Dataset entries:

--

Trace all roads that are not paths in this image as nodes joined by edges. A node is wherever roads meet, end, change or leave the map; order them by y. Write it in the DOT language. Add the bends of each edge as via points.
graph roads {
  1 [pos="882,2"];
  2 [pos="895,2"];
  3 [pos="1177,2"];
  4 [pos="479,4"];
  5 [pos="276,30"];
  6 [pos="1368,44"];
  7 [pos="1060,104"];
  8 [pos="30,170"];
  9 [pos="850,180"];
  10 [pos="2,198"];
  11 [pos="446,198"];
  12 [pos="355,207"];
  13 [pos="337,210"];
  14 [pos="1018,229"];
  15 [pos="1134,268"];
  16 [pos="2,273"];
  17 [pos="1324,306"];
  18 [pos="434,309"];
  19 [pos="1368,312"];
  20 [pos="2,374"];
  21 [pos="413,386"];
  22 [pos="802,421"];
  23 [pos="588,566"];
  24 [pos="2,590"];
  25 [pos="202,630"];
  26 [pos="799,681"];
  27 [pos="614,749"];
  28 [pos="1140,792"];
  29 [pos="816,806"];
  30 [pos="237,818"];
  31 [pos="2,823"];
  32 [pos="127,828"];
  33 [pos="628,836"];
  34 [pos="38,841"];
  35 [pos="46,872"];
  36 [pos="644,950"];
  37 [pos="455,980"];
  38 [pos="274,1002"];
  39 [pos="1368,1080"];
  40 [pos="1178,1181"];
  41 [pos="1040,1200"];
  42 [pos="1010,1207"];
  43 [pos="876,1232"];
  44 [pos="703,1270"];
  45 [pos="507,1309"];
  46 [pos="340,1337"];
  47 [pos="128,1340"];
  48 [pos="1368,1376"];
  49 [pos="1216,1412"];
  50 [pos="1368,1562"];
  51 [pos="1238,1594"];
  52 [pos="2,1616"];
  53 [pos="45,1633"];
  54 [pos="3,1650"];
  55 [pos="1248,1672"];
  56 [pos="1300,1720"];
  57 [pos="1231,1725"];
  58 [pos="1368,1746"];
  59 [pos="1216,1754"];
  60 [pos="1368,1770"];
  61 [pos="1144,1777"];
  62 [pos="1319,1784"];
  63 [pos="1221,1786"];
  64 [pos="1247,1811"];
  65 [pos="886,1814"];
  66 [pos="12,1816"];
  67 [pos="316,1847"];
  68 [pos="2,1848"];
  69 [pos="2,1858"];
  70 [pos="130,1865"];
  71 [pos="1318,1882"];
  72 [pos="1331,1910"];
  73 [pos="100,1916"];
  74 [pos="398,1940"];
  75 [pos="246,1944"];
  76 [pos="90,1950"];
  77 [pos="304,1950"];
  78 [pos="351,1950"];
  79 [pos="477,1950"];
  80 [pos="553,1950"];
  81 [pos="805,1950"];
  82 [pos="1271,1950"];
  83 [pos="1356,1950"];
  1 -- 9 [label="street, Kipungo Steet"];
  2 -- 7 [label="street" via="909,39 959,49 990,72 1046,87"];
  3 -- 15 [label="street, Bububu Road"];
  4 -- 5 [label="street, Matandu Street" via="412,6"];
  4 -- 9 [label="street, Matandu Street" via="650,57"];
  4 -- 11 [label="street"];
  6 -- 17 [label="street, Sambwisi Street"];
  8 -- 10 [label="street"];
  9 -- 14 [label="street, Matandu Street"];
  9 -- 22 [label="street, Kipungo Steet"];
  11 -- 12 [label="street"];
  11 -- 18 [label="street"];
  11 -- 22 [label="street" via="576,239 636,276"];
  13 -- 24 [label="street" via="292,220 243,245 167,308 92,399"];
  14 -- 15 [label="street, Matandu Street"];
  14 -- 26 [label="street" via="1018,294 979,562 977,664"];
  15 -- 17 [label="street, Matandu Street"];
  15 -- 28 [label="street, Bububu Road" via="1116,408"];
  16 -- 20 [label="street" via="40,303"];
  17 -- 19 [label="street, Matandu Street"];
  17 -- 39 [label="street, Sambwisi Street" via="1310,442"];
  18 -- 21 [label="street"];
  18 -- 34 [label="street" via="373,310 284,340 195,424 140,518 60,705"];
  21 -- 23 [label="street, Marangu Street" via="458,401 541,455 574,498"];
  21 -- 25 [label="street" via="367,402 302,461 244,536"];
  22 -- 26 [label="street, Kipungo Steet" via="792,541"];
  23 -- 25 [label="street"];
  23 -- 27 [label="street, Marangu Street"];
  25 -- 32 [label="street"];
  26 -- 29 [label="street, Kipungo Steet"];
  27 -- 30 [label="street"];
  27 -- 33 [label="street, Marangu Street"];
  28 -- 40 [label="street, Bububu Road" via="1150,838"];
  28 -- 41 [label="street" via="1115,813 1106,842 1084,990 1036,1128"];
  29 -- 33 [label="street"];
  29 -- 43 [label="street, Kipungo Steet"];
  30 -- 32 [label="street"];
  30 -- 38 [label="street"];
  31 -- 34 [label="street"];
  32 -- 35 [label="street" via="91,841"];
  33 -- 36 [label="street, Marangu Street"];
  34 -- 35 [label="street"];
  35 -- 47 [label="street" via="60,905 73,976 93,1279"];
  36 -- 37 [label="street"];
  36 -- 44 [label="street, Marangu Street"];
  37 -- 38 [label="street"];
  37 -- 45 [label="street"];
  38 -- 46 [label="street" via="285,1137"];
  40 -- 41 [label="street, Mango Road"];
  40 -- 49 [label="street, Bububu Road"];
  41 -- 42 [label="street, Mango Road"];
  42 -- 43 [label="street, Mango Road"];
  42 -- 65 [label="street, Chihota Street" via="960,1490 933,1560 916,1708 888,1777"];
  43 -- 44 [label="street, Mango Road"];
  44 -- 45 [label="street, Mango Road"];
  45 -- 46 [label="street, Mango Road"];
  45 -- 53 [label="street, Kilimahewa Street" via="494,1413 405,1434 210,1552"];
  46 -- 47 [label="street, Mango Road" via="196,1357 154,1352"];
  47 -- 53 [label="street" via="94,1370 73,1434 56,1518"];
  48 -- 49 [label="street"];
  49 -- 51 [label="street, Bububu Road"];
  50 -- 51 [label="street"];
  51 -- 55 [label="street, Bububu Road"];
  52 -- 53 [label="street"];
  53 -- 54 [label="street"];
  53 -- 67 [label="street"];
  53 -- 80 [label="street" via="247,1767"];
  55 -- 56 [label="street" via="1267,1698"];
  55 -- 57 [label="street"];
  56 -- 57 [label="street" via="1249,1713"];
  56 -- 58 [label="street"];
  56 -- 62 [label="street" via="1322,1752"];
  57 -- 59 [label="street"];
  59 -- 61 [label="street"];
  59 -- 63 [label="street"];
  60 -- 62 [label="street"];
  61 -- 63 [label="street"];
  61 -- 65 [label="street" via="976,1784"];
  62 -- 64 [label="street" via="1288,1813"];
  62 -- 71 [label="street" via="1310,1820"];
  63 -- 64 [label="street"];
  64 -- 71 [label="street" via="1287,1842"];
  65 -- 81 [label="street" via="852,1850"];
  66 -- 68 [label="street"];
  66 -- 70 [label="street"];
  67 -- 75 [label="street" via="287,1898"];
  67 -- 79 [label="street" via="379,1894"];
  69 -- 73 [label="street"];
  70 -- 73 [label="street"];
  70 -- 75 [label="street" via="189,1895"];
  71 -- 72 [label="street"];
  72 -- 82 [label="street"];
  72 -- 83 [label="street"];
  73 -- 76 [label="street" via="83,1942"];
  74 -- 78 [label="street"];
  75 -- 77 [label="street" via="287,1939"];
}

--

== EXERCISE INSTRUCTIONS ==
Now copy each line of the entries that mentions "Steet".

== WRITTEN ANSWER ==
  1 -- 9 [label="street, Kipungo Steet"];
  9 -- 22 [label="street, Kipungo Steet"];
  22 -- 26 [label="street, Kipungo Steet" via="792,541"];
  26 -- 29 [label="street, Kipungo Steet"];
  29 -- 43 [label="street, Kipungo Steet"];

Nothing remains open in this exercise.